Professor Henry Srebrnik

Professor Henry Srebrnik

Tuesday, August 12, 2025

The Cook Islands Live in the Real World

 By Henry Srebrnik, Charlottetown Guardian

The idea of the South Pacific islands as an idyllic paradise never seems to disappear. Read this excerpt from “The Pacific Islands that Don’t Want to be Hawaii,” a March 23 BBC article by Pam and Gary Baker:

“Landing on Rarotonga, the largest of the Cook Islands chain felt like stepping back in time. Gazing out of the taxi from Rarotonga airport to our resort, we were immediately struck by the absence of high-rise hotels, fast-food restaurants and corporate chains. There were no traffic lights, only coconut palms lining the road, the scent of salt and frangipani drifting through the air and the jungle meeting the ocean in a seamless panorama. It felt uncrowded, laid-back and refreshingly authentic.”

It was this vision that lured artists and writers like Paul Gauguin and Robert Louis Stevenson to the south seas. Stevenson found the islands exceptionally alluring and declared, “no part of the world exerts the same attractive power upon the visitor.
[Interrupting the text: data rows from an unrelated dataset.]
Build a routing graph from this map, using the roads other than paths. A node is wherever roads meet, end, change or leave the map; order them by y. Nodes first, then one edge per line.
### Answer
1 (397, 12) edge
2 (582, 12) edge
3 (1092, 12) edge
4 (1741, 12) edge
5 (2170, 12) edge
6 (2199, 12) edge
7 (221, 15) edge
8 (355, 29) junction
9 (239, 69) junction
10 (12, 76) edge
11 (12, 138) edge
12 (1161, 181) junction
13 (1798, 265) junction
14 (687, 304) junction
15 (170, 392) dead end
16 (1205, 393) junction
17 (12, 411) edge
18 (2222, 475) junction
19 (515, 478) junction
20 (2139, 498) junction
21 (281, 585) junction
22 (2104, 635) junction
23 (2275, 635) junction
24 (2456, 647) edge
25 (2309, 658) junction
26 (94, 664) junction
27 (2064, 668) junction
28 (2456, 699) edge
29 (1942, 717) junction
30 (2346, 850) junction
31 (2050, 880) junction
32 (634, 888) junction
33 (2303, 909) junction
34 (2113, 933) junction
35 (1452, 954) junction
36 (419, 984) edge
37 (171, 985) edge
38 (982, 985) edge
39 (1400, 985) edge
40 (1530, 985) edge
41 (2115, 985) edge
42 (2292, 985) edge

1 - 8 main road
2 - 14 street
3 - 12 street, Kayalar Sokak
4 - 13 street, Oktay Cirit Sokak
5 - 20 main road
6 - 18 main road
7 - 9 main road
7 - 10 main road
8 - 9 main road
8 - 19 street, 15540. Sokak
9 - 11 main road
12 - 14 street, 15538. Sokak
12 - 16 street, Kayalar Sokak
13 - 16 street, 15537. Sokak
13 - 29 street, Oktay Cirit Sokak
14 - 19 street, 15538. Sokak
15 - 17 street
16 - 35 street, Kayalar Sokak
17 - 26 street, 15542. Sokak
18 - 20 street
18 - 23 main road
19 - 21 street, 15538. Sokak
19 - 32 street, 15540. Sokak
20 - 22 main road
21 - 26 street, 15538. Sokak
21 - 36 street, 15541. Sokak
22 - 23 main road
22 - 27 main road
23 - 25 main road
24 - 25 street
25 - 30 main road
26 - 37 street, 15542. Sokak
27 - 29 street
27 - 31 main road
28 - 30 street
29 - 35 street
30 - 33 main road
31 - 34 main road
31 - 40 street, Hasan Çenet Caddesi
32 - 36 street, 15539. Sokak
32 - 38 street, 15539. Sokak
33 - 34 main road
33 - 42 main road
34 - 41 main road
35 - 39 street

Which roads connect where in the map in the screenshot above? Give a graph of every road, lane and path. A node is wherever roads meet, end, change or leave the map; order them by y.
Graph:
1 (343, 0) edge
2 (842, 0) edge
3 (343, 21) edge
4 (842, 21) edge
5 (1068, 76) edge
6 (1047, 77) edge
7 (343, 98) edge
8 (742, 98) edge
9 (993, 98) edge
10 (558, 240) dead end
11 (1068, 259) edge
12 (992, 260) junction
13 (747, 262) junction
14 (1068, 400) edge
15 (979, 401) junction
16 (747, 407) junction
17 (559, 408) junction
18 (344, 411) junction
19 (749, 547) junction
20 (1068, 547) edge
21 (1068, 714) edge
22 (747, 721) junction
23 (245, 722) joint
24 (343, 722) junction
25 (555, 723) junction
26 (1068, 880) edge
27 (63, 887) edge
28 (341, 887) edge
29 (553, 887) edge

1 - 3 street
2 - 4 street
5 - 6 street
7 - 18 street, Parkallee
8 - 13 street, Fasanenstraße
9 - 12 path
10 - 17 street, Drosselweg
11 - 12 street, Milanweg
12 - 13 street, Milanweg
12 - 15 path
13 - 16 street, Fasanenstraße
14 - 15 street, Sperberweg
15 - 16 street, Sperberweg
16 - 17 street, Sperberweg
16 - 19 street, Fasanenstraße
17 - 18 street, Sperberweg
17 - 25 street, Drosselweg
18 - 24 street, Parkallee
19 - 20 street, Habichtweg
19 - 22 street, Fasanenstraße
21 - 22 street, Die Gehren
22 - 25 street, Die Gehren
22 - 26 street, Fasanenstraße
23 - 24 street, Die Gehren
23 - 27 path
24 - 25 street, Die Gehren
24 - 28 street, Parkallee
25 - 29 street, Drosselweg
The sense of isolation was profound and refreshing.” For Gauguin, “There were landscapes to discover -- new and more primitive sources of inspiration.” 

The travel writer Paul Theroux, who had visited the region in 1990, noted in The Happy Isles of Oceania that “the islands had endured sixty years of colonial rule, and yet in Gauguin’s paintings -- in the fragrant vision he created for himself -- Polynesia is inviolate.” 

One of the more pristine countries, the Cook Islands, an archipelago of 15 islands between New Zealand and Hawaii, has been self-governing in free association with New Zealand since 1965, sharing a military, foreign affairs, and passports. New Zealand also provides the Cook Islands with budgetary assistance. Its population of 15,040 is dwarfed by more than 90,000 who identify as Cook Island Maori and who live in Aotearoa, the Maori name for New Zealand.

It is of course true that places like the Cook Islands wish to attract tourists through sustainable preservation of their beauty, so they don’t want to create another Honolulu. Instead, they have committed to conservation, low-impact tourism and sustainable practices that benefit both locals and visitors.

In 2017, the country established the Marae Moana Marine Park, creating the world’s largest multi-use marine protected area, covering 1.9 million square kilometres. The legislation also bans large-scale commercial fishing and seabed mining within 50 nautical miles of each island.

But tourism by itself is not enough. As Cook Islanders recently celebrated 60 years of self-government, Garth Henderson, Secretary of the Ministry of Finance and Economic Management, noted that the country established a $57 million Stabilisation Fund, just eight months before the COVID pandemic struck and impacted tourism. “We kept people in work, maintained essential services, and stabilised our economy.”

But the irony of the growth pre-COVID was the “graduation” from Official Development Assistance (ODA) eligibility, when a developing country’s Gross National Income per capita reaches a threshold considered “high-income” by international institutions like the Asian Development Bank, World Bank, and OECD Development Assistance Committee.

It meant reduced access to concessionary finance and grants, even as the country continued to face the unique vulnerabilities of a Small Island Developing State: geographic isolation, small populations and markets, a narrow economic base, and increasing climate and disaster risk.

While tourism has returned, investing in modern infrastructure, expanding digital connectivity, strengthening financial services, and responsibly exploring ocean and maritime resources remain of paramount importance.

“With an infrastructure gap of more than $600 million, we have had to be more assertive in engaging development partners, negotiating more favourable terms, and seeking new opportunities,” Henderson pointed out. “These constraints have also made our efforts to pursue meaningful economic diversification even more essential.”

Until now, the islands have looked to New Zealand for help, but it’s not enough. And China is filling the gap, even though, as Henderson put it diplomatically, this has caused “recent differences in interpretation with Aotearoa New Zealand,” which is unhappy with this turn of events.

He was referring to the nation’s new strategic partnership with China, signed in February, citing the need for diverse international partners to fund a $650 million infrastructure plan that New Zealand alone cannot support. It will cover infrastructure, tourism, technology and perhaps crucially, deep-sea mineral exploration. In a fit of pique, New Zealand, the former colonial power, has paused millions of dollars in funding to the Cook Islands. Not a wise move.